KH. Ahmad Siddiq, sebelum dekat dengan Gus Miek, pernah menemui Gus Ud untuk bicara empat mata menanyakan tentang siapakah Gus Miek itu.

“Mbah, saya sowan karena ingin tahu Gus Miek itu siapa, kok banyak orang besar seperti KH. Hamid menghormatinya?” Tanya KH. Ahmad Siddiq.

“Di sekitar tahun 1950-an, kamu datang ke rumahku meminta do’a. Aku menyuruh seorang bocah untuk mendoakan kamu. Itulah Gus Miek. Jadi, siapa saja, termasuk kamu, bisa berkumpul dengan Gus Miek itu seperti mendapatkan Lailatul Qodar,” jawab Gus Ud.

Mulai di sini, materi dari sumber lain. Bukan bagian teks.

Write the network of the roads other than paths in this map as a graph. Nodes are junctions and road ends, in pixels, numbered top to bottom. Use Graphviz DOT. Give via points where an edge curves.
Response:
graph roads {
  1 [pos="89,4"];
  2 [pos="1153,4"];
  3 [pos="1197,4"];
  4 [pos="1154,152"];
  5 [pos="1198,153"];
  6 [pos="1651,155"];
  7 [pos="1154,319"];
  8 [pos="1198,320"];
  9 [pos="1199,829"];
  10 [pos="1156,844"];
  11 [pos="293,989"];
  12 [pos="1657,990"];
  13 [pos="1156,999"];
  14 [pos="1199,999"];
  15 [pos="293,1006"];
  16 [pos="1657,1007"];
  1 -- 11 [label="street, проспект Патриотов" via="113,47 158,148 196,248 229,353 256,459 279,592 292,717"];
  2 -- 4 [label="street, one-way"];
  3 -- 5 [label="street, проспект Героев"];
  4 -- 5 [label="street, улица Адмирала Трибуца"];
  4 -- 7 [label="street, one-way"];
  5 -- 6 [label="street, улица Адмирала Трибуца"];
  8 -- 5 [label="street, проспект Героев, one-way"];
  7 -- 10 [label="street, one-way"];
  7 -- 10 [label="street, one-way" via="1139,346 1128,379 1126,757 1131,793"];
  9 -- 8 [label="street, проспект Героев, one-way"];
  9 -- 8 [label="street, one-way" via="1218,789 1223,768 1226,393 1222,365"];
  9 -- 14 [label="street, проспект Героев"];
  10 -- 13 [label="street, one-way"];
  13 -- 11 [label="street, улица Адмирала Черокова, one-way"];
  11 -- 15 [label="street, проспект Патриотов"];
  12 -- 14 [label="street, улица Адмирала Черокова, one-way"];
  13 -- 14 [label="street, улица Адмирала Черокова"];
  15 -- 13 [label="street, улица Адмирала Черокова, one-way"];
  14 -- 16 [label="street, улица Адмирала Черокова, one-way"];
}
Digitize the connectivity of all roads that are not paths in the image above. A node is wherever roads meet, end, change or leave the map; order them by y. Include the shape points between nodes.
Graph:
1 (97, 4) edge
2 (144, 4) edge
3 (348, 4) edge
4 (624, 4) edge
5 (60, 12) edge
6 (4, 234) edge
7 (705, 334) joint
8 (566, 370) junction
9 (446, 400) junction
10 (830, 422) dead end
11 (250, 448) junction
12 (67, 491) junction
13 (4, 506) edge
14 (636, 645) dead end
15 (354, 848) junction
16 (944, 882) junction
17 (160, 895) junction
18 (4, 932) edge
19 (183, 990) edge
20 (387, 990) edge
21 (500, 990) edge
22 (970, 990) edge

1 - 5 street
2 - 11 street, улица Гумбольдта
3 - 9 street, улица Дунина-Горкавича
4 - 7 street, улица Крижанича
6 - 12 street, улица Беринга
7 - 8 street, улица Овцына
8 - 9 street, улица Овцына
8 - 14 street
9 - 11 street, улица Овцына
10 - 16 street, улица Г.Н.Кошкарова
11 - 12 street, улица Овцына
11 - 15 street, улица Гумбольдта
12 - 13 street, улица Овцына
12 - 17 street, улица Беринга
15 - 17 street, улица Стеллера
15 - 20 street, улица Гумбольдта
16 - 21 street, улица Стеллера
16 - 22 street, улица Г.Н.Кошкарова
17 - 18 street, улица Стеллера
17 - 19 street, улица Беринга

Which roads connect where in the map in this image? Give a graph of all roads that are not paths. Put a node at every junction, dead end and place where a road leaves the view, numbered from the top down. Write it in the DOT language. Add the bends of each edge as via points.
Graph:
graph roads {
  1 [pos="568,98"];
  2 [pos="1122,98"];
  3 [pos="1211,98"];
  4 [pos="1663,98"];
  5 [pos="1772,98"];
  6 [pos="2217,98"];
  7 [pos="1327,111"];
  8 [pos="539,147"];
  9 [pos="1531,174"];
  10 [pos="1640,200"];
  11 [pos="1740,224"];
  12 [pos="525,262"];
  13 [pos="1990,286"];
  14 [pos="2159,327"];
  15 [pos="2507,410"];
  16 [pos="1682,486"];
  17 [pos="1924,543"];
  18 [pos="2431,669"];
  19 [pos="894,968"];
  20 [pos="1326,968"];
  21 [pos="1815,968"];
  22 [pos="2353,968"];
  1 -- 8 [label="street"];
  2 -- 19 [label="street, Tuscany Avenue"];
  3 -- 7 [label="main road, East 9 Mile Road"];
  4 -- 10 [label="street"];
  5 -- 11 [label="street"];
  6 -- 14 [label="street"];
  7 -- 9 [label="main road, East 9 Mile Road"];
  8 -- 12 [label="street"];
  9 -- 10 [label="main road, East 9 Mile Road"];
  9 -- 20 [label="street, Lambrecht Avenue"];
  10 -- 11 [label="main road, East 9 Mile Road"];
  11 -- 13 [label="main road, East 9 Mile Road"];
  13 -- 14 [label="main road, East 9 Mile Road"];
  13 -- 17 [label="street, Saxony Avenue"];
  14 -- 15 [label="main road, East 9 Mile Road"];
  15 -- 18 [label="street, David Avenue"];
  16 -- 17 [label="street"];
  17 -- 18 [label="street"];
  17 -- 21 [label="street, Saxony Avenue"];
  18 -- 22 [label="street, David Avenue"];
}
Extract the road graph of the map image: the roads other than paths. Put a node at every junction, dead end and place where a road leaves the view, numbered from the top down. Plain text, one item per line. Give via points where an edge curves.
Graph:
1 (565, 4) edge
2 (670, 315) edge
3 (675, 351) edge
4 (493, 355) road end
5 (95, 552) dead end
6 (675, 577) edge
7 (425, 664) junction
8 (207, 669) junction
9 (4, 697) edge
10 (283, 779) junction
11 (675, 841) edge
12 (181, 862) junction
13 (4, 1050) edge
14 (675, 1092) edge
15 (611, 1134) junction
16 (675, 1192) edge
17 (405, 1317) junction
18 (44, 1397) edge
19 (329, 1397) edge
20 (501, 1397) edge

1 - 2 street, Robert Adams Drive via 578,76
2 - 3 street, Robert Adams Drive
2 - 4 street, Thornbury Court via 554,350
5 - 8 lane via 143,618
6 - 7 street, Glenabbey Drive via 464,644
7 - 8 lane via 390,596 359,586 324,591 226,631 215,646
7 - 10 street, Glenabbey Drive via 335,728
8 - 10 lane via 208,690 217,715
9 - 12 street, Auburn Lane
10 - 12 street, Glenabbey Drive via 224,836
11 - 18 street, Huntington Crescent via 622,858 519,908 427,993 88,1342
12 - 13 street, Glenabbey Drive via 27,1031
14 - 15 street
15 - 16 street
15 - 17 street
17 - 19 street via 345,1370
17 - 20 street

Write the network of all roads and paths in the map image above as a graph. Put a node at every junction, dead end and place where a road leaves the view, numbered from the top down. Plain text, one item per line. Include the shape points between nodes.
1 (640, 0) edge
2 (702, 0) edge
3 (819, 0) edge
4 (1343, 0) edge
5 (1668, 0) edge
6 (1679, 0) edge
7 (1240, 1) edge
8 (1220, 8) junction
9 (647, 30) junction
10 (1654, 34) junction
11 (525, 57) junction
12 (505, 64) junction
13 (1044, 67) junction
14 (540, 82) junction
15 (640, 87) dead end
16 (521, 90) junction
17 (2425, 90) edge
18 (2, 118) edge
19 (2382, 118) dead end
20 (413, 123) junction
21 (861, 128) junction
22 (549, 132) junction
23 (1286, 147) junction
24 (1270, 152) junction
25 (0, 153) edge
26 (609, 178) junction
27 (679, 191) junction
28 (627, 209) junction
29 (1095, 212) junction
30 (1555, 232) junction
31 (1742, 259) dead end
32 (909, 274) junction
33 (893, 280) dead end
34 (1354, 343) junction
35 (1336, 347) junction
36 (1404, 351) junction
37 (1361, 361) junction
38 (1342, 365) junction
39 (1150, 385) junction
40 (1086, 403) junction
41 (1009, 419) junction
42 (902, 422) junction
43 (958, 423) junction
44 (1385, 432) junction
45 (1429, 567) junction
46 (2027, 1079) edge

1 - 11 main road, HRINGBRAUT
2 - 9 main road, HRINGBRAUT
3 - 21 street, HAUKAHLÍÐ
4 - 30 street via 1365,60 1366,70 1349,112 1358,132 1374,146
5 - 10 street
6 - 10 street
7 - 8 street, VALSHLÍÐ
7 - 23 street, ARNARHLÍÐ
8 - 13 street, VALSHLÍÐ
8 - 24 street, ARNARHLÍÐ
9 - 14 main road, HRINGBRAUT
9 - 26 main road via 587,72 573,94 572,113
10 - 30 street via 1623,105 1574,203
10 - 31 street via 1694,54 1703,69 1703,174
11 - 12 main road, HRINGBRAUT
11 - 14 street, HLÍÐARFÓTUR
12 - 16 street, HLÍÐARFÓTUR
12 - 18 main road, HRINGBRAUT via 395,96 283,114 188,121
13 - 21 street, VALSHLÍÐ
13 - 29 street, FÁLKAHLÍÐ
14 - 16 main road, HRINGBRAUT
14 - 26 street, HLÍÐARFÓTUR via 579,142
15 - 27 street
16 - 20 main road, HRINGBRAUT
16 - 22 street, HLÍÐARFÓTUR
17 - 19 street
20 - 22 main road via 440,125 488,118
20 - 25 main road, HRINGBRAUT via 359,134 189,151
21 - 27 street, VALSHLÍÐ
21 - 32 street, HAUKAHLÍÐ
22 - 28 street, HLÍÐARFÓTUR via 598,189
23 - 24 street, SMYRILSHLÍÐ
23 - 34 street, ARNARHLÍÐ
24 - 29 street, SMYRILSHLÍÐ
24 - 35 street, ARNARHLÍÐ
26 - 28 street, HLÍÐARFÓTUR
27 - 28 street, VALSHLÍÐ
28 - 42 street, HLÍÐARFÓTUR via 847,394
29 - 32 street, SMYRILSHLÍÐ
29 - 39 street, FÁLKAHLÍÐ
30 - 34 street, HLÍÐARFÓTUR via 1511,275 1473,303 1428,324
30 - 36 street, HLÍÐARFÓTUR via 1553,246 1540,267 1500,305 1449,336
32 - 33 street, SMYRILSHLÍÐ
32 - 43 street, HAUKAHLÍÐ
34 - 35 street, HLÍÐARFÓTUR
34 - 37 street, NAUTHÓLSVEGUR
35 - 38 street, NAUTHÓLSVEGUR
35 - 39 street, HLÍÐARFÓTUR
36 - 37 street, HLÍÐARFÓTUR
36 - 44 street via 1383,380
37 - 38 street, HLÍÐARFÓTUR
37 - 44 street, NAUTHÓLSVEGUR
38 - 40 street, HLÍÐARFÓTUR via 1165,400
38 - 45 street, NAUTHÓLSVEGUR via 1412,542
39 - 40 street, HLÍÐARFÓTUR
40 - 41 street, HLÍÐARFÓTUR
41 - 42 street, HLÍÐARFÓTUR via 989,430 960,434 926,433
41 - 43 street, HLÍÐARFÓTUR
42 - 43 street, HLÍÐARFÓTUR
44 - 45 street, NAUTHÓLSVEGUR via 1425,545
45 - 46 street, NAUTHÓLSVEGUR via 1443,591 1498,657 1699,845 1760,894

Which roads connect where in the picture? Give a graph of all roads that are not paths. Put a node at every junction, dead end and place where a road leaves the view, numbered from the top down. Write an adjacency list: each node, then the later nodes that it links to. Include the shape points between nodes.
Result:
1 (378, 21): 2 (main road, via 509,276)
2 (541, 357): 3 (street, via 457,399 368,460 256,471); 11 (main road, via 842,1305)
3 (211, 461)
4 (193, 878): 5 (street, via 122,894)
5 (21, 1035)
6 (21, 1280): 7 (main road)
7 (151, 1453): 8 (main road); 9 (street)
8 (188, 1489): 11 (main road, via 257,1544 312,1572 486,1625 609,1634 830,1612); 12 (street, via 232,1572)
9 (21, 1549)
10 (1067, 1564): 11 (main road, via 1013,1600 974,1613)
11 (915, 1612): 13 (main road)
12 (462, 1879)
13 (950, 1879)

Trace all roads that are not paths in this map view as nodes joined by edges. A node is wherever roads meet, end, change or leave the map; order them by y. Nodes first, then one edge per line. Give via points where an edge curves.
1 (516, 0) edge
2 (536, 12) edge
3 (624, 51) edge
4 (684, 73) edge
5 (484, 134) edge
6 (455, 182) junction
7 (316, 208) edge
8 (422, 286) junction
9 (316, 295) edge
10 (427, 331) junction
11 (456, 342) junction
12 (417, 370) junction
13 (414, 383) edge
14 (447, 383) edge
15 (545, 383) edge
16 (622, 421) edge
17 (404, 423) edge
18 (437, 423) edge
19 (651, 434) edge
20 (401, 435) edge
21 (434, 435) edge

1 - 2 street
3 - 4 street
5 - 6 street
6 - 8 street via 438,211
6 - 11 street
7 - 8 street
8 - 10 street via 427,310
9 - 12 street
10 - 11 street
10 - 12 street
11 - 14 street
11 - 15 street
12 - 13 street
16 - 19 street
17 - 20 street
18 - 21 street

Begitu Gus Ud selesai mengucapan kata Lailatul Qodar, Gus Miek tiba-tiba turun dari langit-langit kamar lalu duduk di antara keduanya. Sama sekali tidak terlihat bekas atap yang runtuh karena dilewati Gus Miek. Setelah mengucapkan salam, Gus Miek kembali menghilang.

Suatu hari, Gus Miek tiba di Jember bersama Syafi’i dan KH. Hamid Kajoran, mengendarai mobil Fiat 2300 milik Sekda Jember. Sehabis Ashar, Gus Miek mengajak pergi ke Sidoarjo. Rombongan bertambah Mulyadi dan Sunyoto. Tiba di Sidoarjo, Gus Miek mengajak istirahat di salah satu masjid. Gus Miek hanya duduk di tengah masjid, sementara KH. Hamid Kajoran dan Syafi’i tengah bersiap-siap menjalankan shalat jamak ta’khir (Magrib dan Isya).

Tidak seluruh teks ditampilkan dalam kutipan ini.